Newton's Rivals and Legacy

In his own time, Newton's ideas changed the world, and the publication of the Principia brought him into contact with most of the great minds of his age. He corresponded, debated and shared ideas with many of them.

Edmond Halley, he whom the famous comet is named after, was a vocal backer of Newton in the scientific community, but Newton also had many rivals. He had intense arguments with Robert Hooke, who accused Newton of stealing from his work. Even so, he corresponded and exchanged ideas with Hooke.

Gottfried Leibniz, a German philosopher, mathematician and scholar of many fields, was also one of the pioneers of calculus. There was a tremendous rivalry between the two men as to who invented calculus. The two had corresponded about their work, and Newton claimed that Liebniz stole some of his calculation methods, even though Leibniz had conceived of some of the basic ideas of calculus on his own.

As old men, the two great thinkers frequently and publicly fought about their contributions to calculus. In scientific journals and letters, they rallied their supporters to their respective causes.

Newton was aggressive in trying to discredit his rival. By then well respected and quite powerful, Newton used his position as president of the Royal Society to anonymously draft a report claiming that he was the inventor of calculus. The rivalry continued until Leibniz's death.

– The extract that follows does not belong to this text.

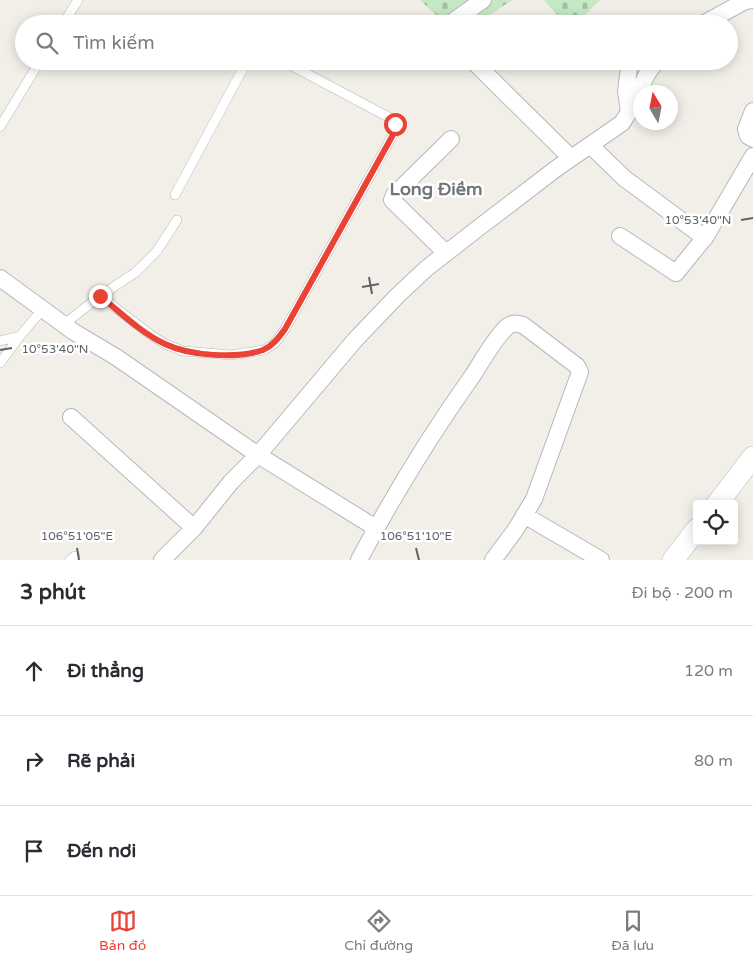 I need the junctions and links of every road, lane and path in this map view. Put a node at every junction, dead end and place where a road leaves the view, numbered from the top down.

Astronomer John Flamsteed's observations of comets contributed to some of Newton's breakthroughs about gravitation. But Flamsteed felt that Newton didn't adequately acknowledge his contributions to the Principia. He may have been justified: Newton removed all references to Flamsteed in the second edition of the Principia.

Albert Einstein revered Newton. He especially admired Newton's ability to create empirical methods that could verify the speculations of Descartes, Kepler and other thinkers, going back to the ancient Greeks. He also wrote about how Newton's innovations provided the basis for numerous subsequent discoveries: James Clerk Maxwell and Michael Faraday's work on optics and electrodynamics, electromagnetic fields, conservation of energy and thermodynamics.

It wasn't until the early 20th century and the development of quantum and theoretical physics that scientists began moving out of Newton's long shadow. Einstein's theory of general relativity dramatically departed from Newton's ideas, but they remain important and applicable to numerous aspects of science and the physical world. His legacy as the founder of the modern scientific method, as an inventor, innovator and brilliant scholar, remains assured.